Слова Джона обескуражили ее, и она возразила упавшим голосом:
– Я не вызываю своим видом недозволенных мыслей.
– Откуда это тебе известно?
– Потому что... – Одри замолчала, не зная, чем закончить фразу.
– Потому что это не так. Ты потому-то и вызываешь у мужчин сексуальные желания и недозволенные мысли, что сама не осознаешь своей сексапильности. И это не зависит от того, как ты одета. Ты будешь выглядеть сексуально в какой угодно одежде или совсем без нее.
Ее босс опустил глаза, и она не поняла, говорит ли он всерьез или шутит. Конечно, он шутит, подумала девушка, и вдруг снова ощутила жар во всем теле.
– Ты с большой подозрительностью относишься к противоположному полу, не правда ли? – спросил он ее, когда они начали спускаться по узкой лестнице на первый этаж. – И это не удивительно. Ведь у тебя был горький опыт с Виктором Блэквудом. А такие истории в личной жизни всякого человека, будь то девушка или мужчина, могут не забываться долгие годы.
В фойе Джон открыл перед ней наружную дверь, и они вышли на улицу. Дул холодный, порывистый ветер, и, чтобы сразу не замерзнуть, им пришлось слегка пригнуться и засунуть руки в карманы пальто.
– Почему ты вдруг вспомнил об этом подонке Блэквуде?.. – Она помолчала и равнодушным голосом добавила: – Ты-то, надеюсь, не такой?
– Совсем не такой, – пробормотал он. – Вон посмотри – китайский ресторанчик. Заглянем?
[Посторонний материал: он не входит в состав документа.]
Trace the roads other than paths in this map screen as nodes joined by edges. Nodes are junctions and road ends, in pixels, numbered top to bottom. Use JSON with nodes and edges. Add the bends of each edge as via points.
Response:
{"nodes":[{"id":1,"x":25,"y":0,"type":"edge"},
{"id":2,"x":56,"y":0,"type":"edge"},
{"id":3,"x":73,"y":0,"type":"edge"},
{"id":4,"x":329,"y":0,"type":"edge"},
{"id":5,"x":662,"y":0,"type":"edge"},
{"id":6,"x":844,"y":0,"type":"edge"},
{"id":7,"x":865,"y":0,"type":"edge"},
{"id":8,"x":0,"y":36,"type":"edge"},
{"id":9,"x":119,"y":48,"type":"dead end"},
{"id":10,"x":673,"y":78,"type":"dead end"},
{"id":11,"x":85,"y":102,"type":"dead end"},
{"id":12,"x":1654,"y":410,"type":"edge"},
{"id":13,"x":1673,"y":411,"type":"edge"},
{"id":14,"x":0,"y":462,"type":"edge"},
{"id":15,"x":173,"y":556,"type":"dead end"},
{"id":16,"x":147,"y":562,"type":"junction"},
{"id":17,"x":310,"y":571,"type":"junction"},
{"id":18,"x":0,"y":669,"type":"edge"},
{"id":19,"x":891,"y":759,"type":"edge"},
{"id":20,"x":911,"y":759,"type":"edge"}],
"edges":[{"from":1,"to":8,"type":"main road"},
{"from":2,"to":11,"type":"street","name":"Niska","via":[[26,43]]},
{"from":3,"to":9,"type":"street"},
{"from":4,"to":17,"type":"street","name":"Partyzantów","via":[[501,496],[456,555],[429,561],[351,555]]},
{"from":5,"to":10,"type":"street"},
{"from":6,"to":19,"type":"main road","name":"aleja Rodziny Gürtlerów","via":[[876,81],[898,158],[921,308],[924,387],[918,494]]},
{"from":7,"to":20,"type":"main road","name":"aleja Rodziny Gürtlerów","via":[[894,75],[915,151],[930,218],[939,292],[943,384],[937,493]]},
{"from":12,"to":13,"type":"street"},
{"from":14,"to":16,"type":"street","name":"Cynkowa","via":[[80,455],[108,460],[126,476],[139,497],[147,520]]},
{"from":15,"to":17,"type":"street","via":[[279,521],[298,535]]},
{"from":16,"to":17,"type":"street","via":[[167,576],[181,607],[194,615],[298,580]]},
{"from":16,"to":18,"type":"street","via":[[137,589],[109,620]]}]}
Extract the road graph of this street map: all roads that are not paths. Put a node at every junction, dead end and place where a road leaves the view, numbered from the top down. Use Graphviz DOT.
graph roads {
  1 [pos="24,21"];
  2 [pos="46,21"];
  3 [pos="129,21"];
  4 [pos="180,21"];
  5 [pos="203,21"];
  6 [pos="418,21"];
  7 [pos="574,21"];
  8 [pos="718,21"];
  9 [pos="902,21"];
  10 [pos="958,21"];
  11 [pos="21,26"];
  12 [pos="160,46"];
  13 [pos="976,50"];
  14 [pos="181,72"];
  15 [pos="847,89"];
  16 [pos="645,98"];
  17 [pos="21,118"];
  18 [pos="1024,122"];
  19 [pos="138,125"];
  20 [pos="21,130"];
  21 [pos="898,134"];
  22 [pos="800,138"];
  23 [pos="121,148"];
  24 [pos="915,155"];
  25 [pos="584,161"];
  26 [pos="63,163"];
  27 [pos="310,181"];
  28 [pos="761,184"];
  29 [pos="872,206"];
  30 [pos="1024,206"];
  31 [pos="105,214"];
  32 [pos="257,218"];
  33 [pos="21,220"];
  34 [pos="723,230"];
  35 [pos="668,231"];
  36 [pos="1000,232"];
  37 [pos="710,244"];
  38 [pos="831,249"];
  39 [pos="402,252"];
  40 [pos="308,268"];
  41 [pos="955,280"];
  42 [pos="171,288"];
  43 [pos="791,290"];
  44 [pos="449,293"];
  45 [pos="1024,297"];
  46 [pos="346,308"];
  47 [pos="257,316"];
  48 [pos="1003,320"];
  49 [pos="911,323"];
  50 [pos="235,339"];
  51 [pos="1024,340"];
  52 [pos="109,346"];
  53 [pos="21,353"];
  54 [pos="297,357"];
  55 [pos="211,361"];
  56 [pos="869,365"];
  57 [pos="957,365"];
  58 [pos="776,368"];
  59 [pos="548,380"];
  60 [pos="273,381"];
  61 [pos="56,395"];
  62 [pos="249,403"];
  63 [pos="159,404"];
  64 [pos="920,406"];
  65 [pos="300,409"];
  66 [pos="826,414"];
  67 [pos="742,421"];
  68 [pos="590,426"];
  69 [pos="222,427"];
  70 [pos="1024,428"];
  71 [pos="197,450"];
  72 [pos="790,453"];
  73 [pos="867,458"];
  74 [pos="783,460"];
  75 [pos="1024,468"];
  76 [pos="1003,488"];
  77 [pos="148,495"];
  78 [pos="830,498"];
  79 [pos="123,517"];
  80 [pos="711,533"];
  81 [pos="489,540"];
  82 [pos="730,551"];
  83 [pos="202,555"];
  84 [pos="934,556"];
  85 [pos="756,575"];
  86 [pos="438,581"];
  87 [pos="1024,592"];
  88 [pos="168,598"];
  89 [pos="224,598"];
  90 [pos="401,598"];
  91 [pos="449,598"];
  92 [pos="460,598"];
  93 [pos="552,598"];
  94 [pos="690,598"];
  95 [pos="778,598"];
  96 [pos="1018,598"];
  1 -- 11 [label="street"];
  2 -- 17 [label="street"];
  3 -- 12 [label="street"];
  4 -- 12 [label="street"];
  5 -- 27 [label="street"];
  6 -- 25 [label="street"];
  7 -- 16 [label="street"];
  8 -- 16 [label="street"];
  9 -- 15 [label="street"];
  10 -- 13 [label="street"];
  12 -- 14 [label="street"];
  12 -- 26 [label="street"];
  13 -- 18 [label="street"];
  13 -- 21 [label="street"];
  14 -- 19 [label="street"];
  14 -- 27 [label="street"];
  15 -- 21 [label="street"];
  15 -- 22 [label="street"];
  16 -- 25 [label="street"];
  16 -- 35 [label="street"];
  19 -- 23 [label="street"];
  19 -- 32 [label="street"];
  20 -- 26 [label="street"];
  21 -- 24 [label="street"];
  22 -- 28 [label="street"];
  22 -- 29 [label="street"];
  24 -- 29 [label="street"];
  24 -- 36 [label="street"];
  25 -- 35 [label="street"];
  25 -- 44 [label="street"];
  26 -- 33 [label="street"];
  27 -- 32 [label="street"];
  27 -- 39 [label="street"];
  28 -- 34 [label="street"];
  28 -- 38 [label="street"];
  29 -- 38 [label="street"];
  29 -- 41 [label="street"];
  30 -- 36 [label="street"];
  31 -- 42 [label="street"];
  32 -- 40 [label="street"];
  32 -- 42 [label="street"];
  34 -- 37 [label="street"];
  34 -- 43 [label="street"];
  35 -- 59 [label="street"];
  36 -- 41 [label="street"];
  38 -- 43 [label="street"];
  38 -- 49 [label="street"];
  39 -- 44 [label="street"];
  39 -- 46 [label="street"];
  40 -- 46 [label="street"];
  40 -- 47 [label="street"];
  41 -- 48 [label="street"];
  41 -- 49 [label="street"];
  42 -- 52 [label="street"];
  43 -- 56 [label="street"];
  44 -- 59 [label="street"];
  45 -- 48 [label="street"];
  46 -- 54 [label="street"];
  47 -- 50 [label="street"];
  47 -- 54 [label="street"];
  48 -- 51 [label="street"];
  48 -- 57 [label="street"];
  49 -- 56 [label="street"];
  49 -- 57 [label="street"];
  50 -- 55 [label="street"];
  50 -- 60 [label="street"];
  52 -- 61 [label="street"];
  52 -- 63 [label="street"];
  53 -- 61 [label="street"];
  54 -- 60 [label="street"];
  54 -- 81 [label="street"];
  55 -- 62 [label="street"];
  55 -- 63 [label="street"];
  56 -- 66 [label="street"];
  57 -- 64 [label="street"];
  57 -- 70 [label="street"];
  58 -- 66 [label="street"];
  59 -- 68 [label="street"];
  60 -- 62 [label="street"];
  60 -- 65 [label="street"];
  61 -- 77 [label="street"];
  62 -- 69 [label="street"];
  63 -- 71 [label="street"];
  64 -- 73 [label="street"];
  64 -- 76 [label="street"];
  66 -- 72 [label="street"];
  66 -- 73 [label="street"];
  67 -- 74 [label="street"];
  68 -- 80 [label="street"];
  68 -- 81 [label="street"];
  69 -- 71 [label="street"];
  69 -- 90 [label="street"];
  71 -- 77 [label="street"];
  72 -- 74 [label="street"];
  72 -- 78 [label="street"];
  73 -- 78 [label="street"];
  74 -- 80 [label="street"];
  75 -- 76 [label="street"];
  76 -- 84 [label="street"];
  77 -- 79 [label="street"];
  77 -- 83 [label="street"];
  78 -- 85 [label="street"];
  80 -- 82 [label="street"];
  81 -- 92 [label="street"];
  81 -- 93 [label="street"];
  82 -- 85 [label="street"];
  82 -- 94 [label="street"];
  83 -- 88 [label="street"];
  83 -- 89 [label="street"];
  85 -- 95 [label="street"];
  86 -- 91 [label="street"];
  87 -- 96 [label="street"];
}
– О'кей. Я никогда не замечала его... Впрочем, в этом микрорайоне вообще мало развлекательно-питейных заведений, в том числе ресторанов. Да я и не обращаю на них внимание, потому что такие места не посещаю одна.
– Нью-Йорк – это не только рестораны и ночные клубы, – заметил Джон. – Этот город знаменит своими театрами, музеями, оперой, современной архитектурой...
– Ты хочешь сказать, что лучше посещать не злачные места, а культурные заведения? Да если бы у меня была уйма денег, я бы не только регулярно ходила в театр, но давно бы уже...
В этот момент прямо перед ними ярко подмигнула электрическим глазом вывеска с названием китайского ресторанчика, и они поспешили скрыться от холода в теплом помещении. В небольшом, уютном зале посетителей было раз-два и обчелся, и официант сразу предложил им занимать любые места. Сдав верхнюю одежду в гардероб, они расположились за маленьким двухместным столиком в самом дальнем углу ресторана.
– Ты начала говорить о посещении театра...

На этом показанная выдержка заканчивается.